Posted by akashrn5 on Feb 15, 2019; 1:18pm
URL: http://apache-carbondata-dev-mailing-list-archive.168.s1.nabble.com/DISCUSSION-Support-Incremental-load-in-datamap-and-other-MV-datamap-enhancement-tp75160.html

Hi,

Currently in carbondata we have datamaps like preaggregate, lucene, bloom,
mv and we have
lazy and non-lazy methods to load data to datamaps. But lazy load is not
allowed for datamaps
like preagg, lucene, bloom.but, it is allowed for mv datamap. In lazy load
of mv datamap, for
every rebuild(load to datamap) we load the complete data of main table and
overwrite the existing
segment in datamap based on datamap query.

This is very costly in terms of performance and we also need to support the
lazy and non-lazy load
for all the datamaps. This can help in reduce the actual dataload time to
main table and whenever
user wants, he can do the lazy load for the datamaps present for that table.
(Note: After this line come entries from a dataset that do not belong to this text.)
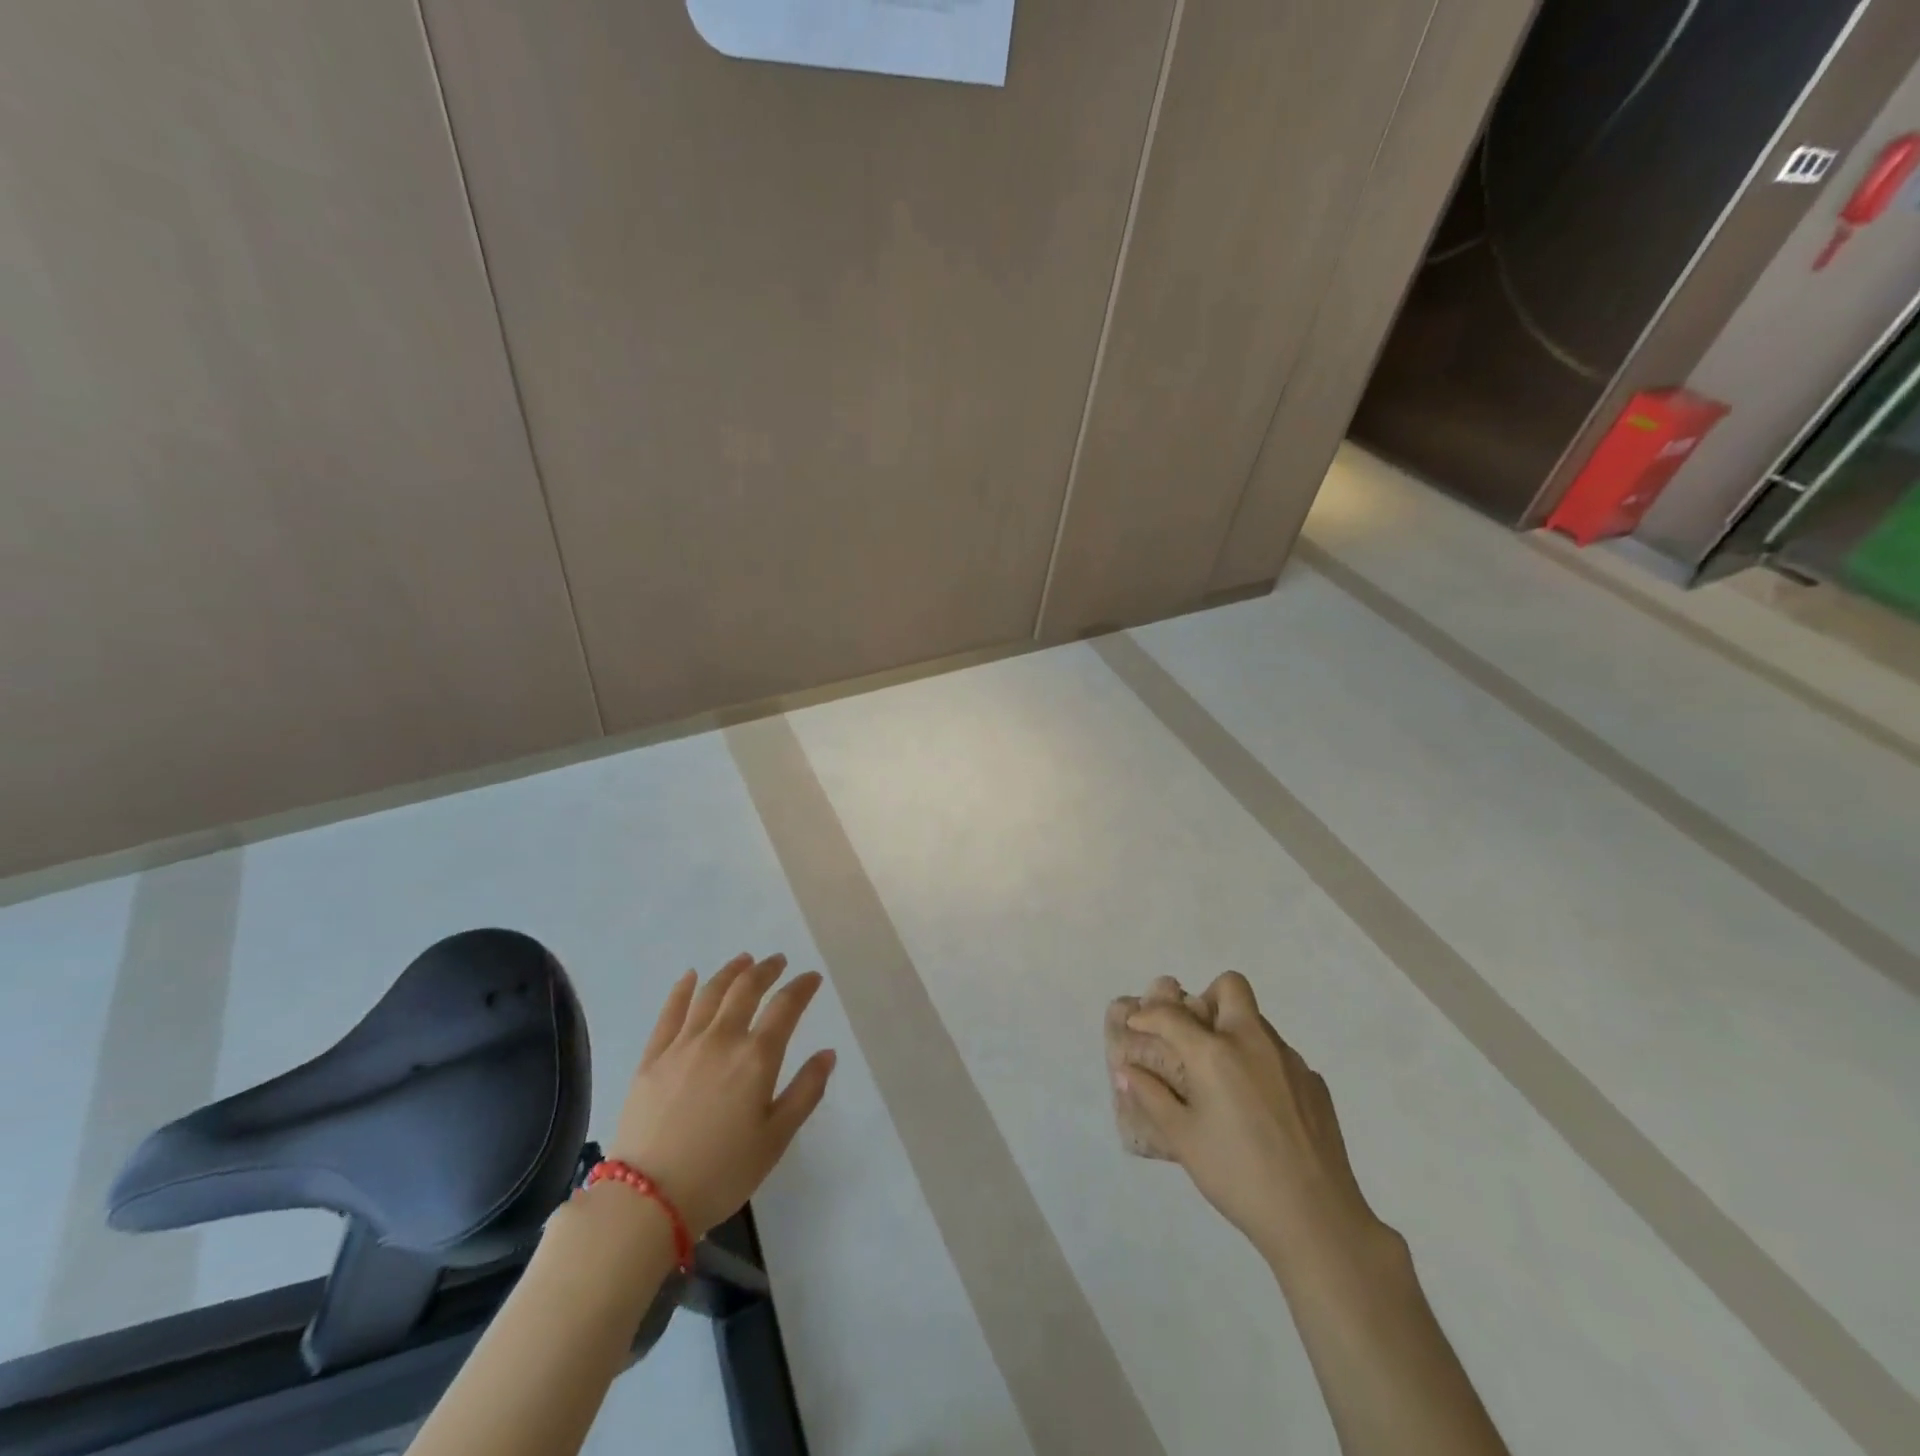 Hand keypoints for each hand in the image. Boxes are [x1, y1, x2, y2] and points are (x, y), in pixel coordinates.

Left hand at [609, 953, 835, 1237]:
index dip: (802, 987)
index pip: (786, 1007)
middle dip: (766, 970)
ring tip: (743, 960)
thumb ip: (805, 1092)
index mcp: (756, 1058)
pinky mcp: (652, 1057)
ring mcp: (683, 1044)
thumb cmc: (722, 1172)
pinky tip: (690, 977)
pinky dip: (682, 989)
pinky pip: (670, 1012)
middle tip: (777, 961)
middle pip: (746, 989)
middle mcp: (721, 1038)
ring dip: (730, 971)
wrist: (647, 1199)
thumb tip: (827, 1053)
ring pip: (710, 993)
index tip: (812, 978)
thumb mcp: (776, 1139)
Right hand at [1118, 971, 1382, 1266]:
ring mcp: (1290, 1060)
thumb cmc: (1238, 1176)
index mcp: (1215, 1053)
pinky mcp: (1315, 1082)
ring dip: (1234, 1033)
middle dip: (1207, 998)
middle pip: (1230, 987)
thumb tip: (1126, 1070)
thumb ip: (1151, 1096)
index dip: (1147, 1015)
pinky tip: (1259, 1108)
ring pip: (1256, 1022)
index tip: (1137, 1025)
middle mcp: (1254, 1042)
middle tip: (1195, 1036)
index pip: (1171, 1015)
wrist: (1317, 1220)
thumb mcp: (1183, 1138)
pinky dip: (1262, 1066)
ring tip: (1224, 1080)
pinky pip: (1280, 1056) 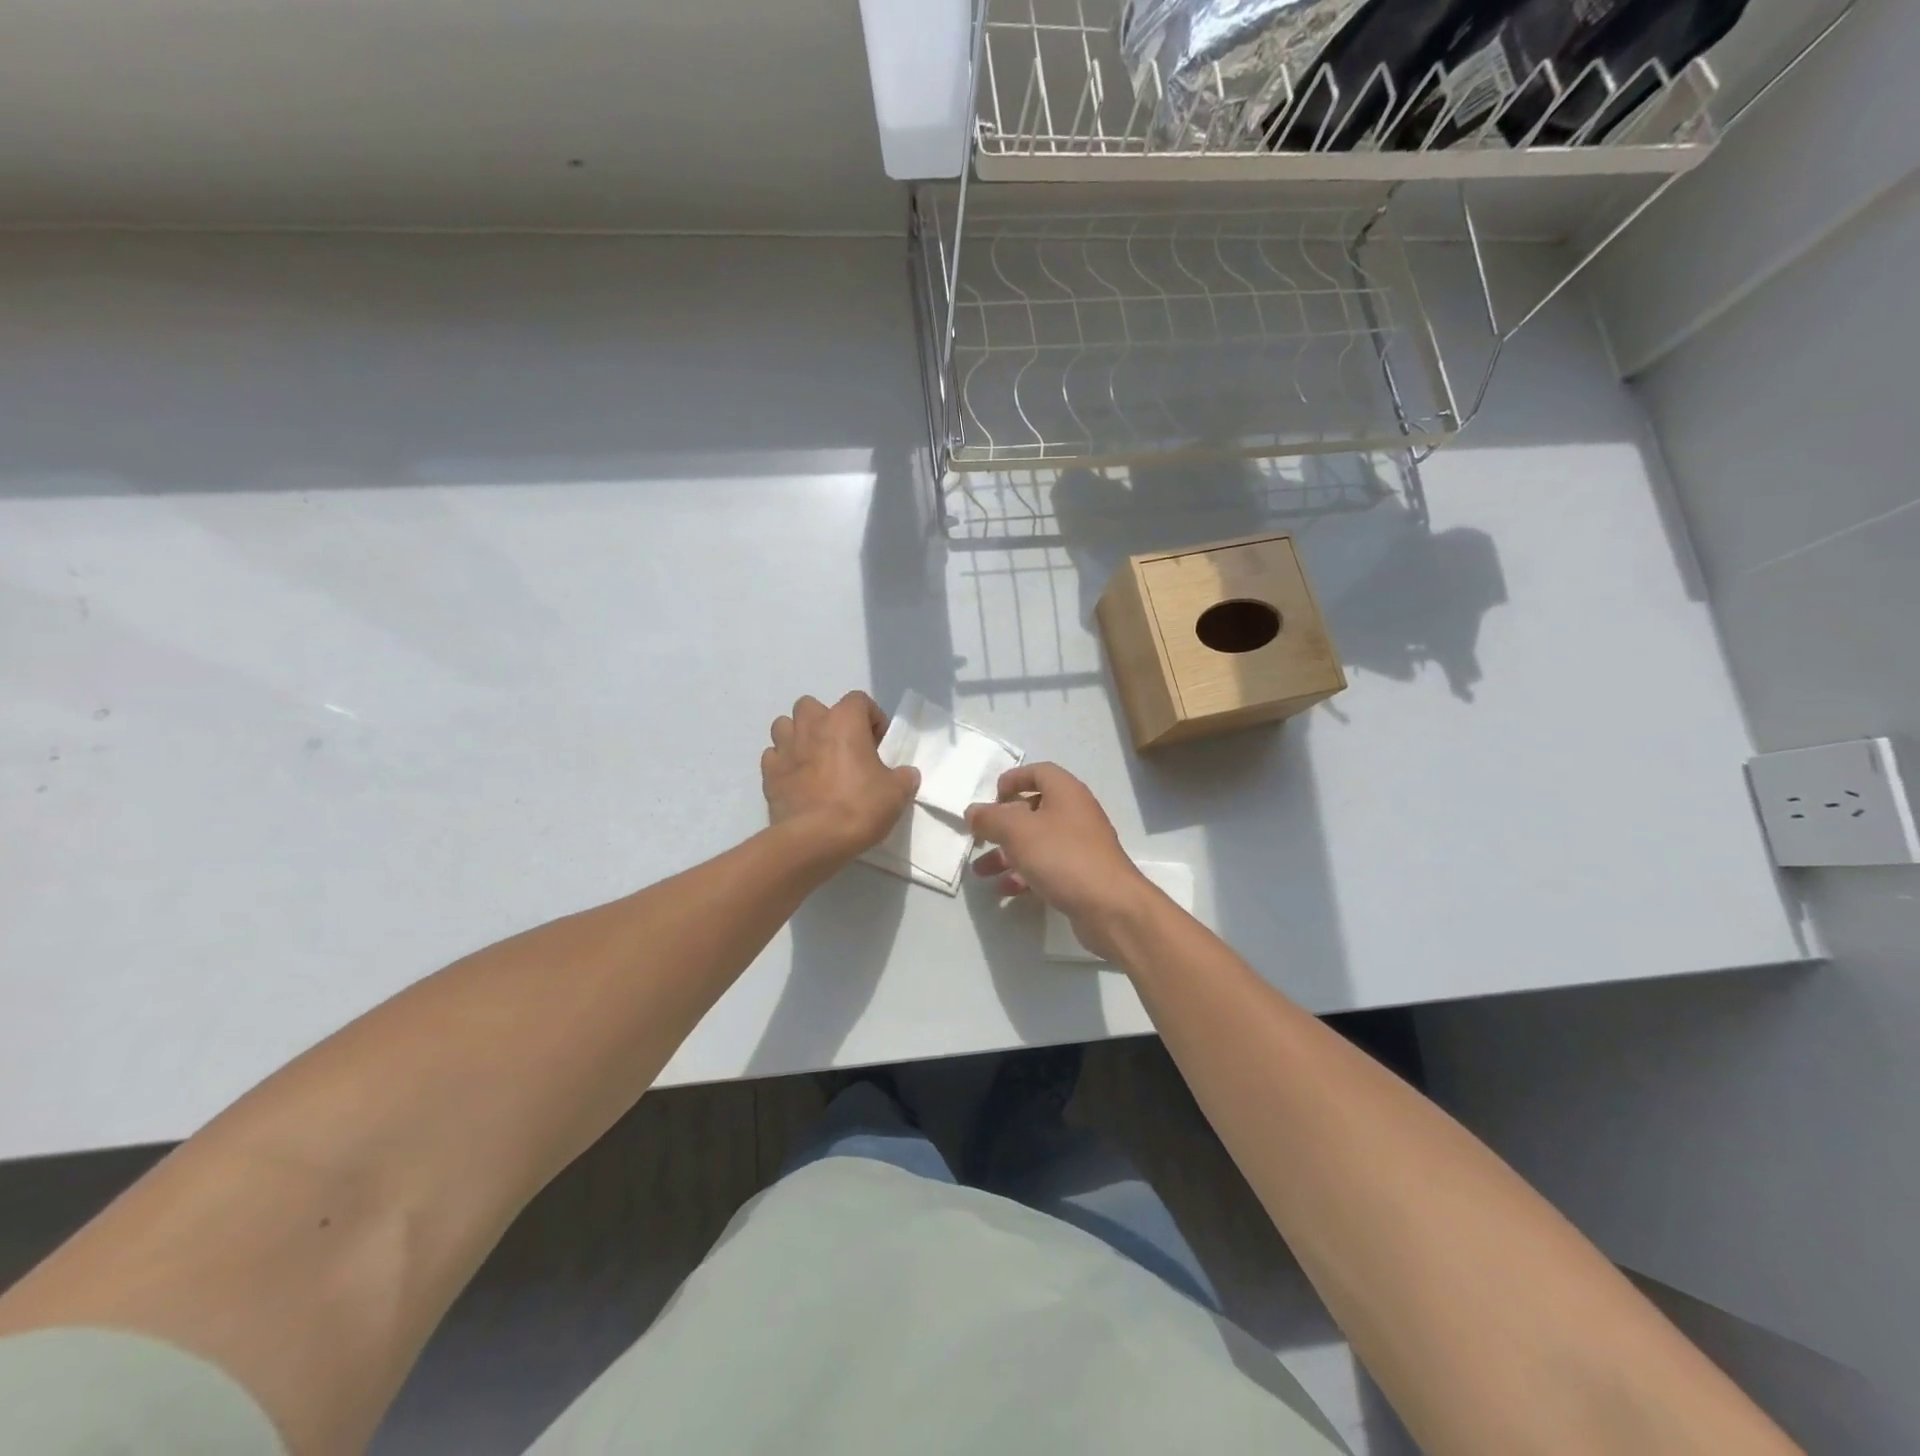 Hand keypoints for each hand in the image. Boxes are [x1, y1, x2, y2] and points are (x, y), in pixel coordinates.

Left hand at [762, 692, 918, 860]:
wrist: (815, 839)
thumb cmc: (860, 806)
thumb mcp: (897, 792)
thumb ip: (903, 777)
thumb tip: (905, 774)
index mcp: (844, 721)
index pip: (859, 700)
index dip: (871, 718)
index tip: (878, 744)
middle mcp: (811, 725)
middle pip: (813, 706)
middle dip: (826, 721)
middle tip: (842, 748)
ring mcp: (784, 747)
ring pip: (785, 725)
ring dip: (798, 737)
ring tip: (814, 760)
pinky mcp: (768, 773)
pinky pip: (773, 756)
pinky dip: (784, 763)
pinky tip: (797, 781)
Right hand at [967, 763, 1155, 957]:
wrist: (1111, 907)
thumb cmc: (1063, 857)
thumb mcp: (1018, 831)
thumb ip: (990, 818)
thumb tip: (973, 811)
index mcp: (1066, 793)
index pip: (1039, 772)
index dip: (1014, 779)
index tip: (992, 796)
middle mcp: (1076, 814)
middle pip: (1034, 810)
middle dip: (1002, 825)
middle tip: (981, 838)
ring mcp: (1081, 846)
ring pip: (1037, 842)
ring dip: (1007, 854)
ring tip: (981, 871)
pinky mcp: (1081, 874)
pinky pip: (1047, 867)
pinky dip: (1024, 874)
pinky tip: (1005, 890) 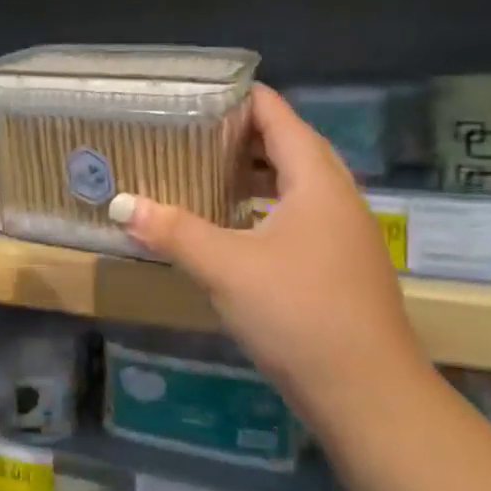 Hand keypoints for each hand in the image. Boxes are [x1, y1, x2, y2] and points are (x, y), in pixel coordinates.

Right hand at [108, 85, 425, 417]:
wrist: (368, 395)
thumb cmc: (299, 314)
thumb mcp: (226, 268)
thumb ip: (173, 231)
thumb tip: (122, 205)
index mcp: (317, 180)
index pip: (278, 115)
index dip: (239, 97)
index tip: (193, 94)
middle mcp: (337, 196)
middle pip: (289, 144)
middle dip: (241, 133)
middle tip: (189, 131)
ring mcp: (343, 233)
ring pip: (295, 182)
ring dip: (254, 172)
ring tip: (204, 170)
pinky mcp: (340, 264)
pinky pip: (298, 214)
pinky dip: (264, 206)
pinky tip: (232, 226) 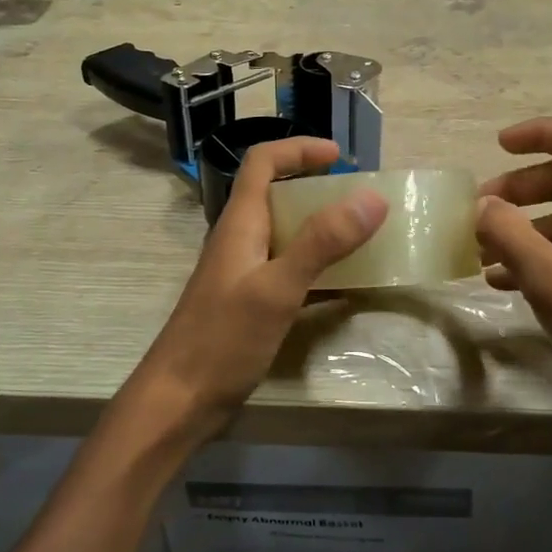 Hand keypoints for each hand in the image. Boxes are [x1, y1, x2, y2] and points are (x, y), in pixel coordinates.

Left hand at [125, 137, 388, 448]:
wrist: (178, 402)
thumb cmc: (222, 339)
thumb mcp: (277, 288)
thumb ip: (322, 242)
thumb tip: (372, 197)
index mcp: (240, 224)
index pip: (263, 163)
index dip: (298, 149)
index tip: (340, 156)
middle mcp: (241, 240)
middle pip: (277, 195)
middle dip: (318, 188)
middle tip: (361, 199)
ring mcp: (244, 274)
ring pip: (286, 234)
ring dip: (321, 228)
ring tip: (362, 236)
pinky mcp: (251, 304)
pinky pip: (290, 271)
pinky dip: (318, 269)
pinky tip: (346, 286)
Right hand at [477, 118, 551, 507]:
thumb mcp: (550, 277)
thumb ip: (509, 234)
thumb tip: (483, 206)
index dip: (538, 132)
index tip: (497, 146)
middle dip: (521, 189)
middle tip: (480, 210)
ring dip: (526, 228)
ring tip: (483, 252)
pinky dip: (542, 257)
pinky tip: (505, 282) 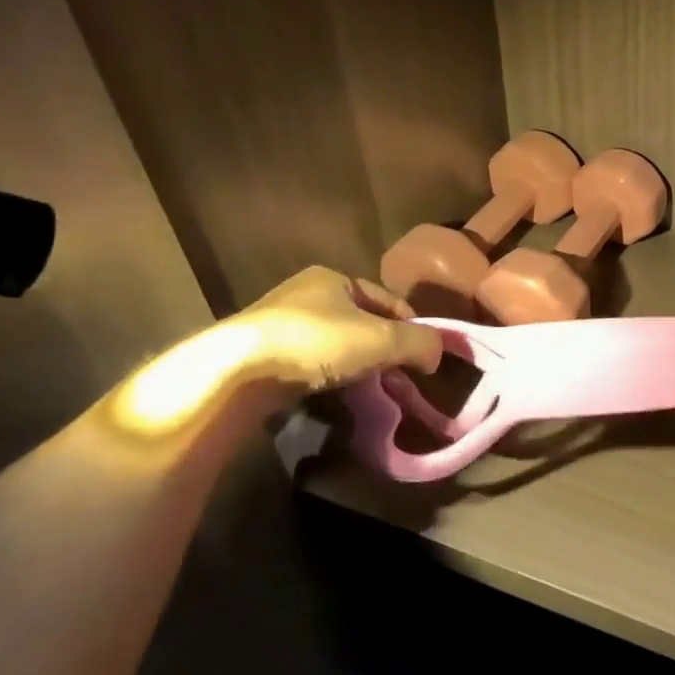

Basically we need not overwrite the existing data every time we load to
datamap, we need to increment
the data in new segments similar to main table. This will help to get
better performance.

Please giveyour inputs or get back for any clarifications.

JIRA is created to track https://issues.apache.org/jira/browse/CARBONDATA-3296

Design document is present at https://docs.google.com/document/d/13XgEBUIqaAKdrlQftebr5BNOplL3u9qxuFe-IJUB3cM/edit#heading=h.h311u6t3pve9

Regards,
Akash